A STRUCTURE‐MAPPING APPROACH TO COGNITIVE DEVELOPMENT

Authors:
Graeme S. Halford
Published Online:
27 Sep 2007
DOI:
10.1080/00207598708246797
Pages:
609–642
Volume/Issue No:
Volume 22 Issue 5-6

Additional Options

Several contemporary theories of cognitive development appear to agree that children progress through a hierarchy of increasingly powerful cognitive organizations, and that higher‐level organizations impose greater information‐processing loads. Although theories differ in their method of defining both the levels and the information‐processing loads they impose, it is possible to find considerable common ground. In this paper it is argued that the different levels of cognitive organization can be attributed to a hierarchy of structure‐mapping rules. Structure mapping is part of the process by which children represent and understand concepts. Four levels of structure mapping are defined. The levels, from lowest to highest, are based on element mappings, relational mappings, system mappings and multiple‐system mappings. The higher‐level rules are more ‘abstract’ in the sense of being less dependent on specific properties of each task, and are more transferable. However, they also impose higher information‐processing demands. Children who lack the information‐processing capacity for a particular level of structure mapping will be able to attain concepts that belong to that level. The theory is used to predict the characteristic age of attainment of cognitive tasks including transitivity, classification, interpretation of algebraic expressions, analogies, logical reasoning, and hypothesis testing. It is argued that the four‐structure mapping levels can subsume the four main stages of cognitive development.
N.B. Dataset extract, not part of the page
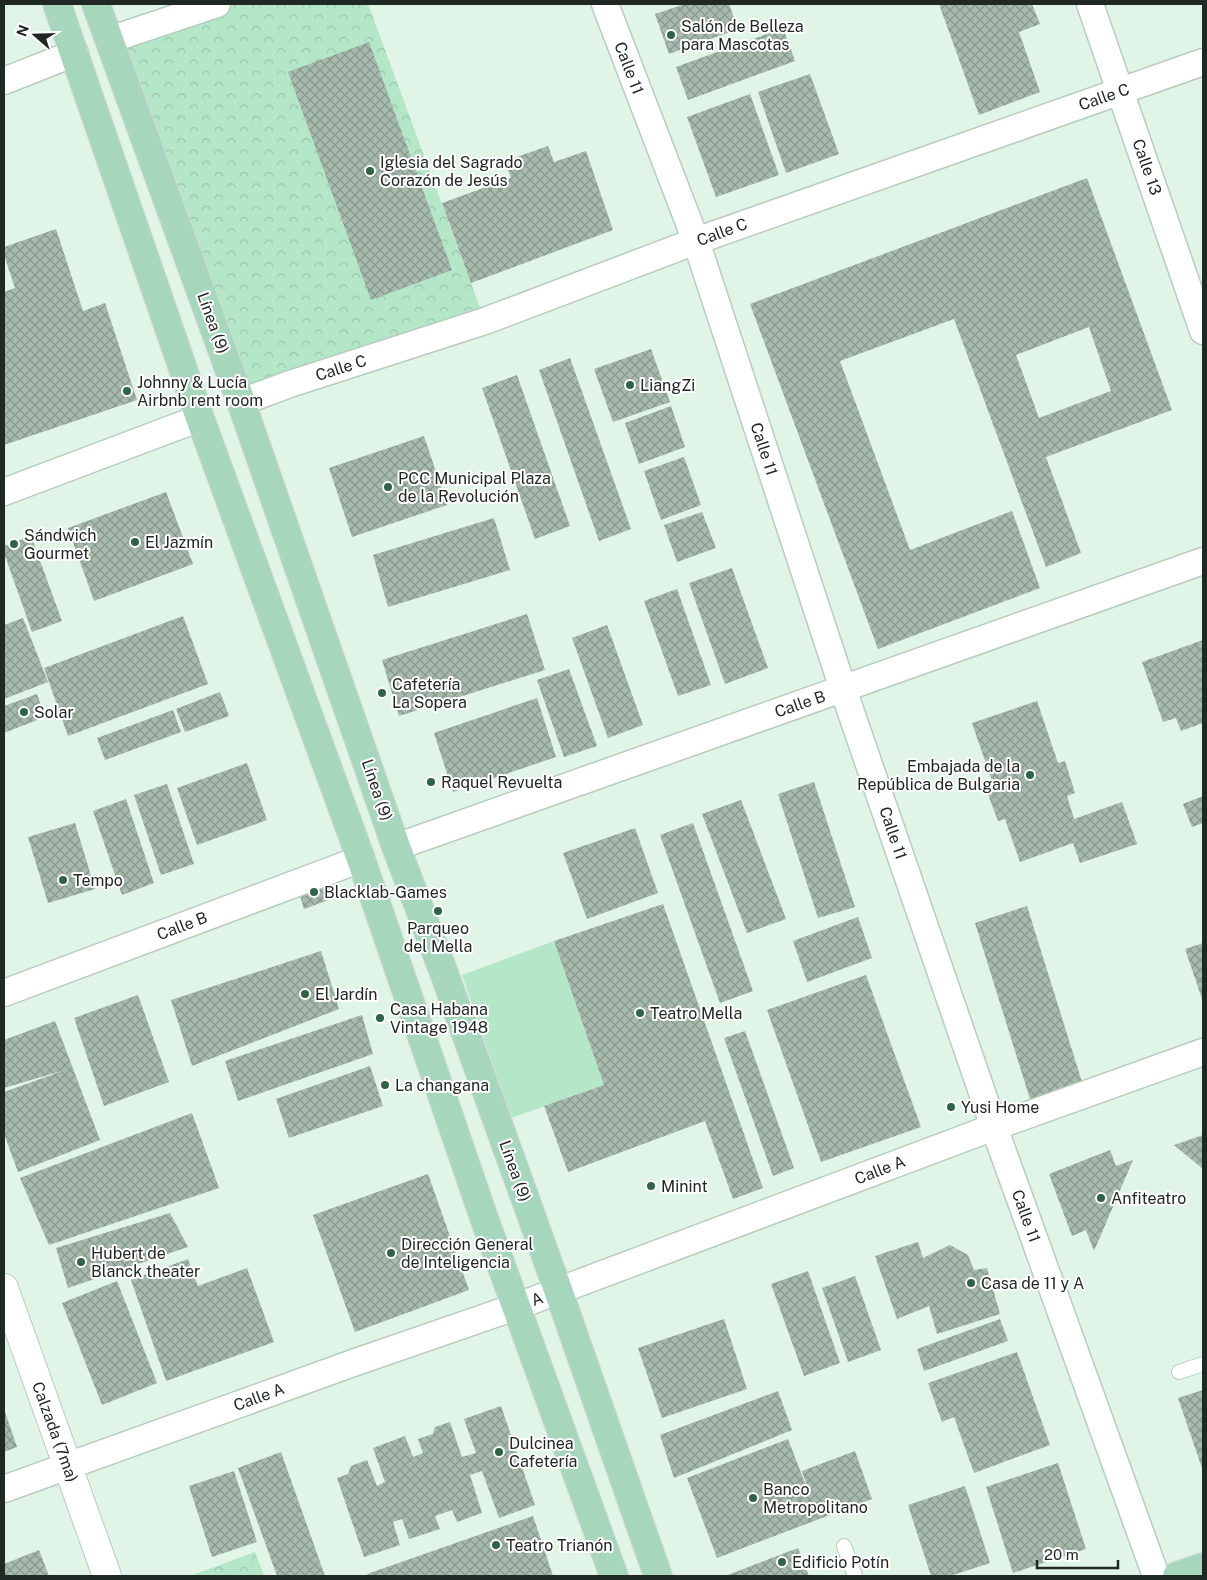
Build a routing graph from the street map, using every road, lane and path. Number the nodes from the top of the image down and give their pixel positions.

Différentes théories contemporaines du développement cognitif semblent être d'accord pour dire que les enfants progressent à travers une hiérarchie d'organisations cognitives progressivement puissantes, et que des organisations de niveau supérieur imposent de plus grandes charges de processus d'information. Bien que les théories diffèrent quant à leur méthode pour définir et les niveaux et les charges de processus d'information qu'ils imposent, il est possible de trouver assez de terrain d'entente. Cet article montre que les différents niveaux d'organisation cognitive peuvent être attribués à une hiérarchie de règles. Un tel ensemble fait partie du processus selon lequel les enfants représentent et comprennent les concepts. Quatre niveaux de structure son définis. Les niveaux, de plus bas au plus élevé, sont basés sur la planification d'éléments, la planification relationeile, la planification de systèmes, et la planification multi‐systèmes. Les règles de niveau élevé sont plus ‘abstraites’ dans le sens qu'elles sont moins dépendantes de propriétés spécifiques à chaque tâche, et qu'elles sont davantage transférables. Cependant elles demandent aussi davantage de processus d'information. Des enfants qui n'ont pas de capacité de processus d'information pour un niveau particulier ou planification structurée seront capables d'atteindre des concepts qui appartiennent à ce niveau. Cette théorie est utilisée pour prédire l'âge caractéristique pour atteindre des tâches cognitives incluant la transitivité, la classification, l'interprétation d'expressions algébriques, les analogies, le raisonnement logique et l'évaluation d'hypothèses. Cette théorie est donc capable d'expliquer les quatre stades principaux du développement cognitif.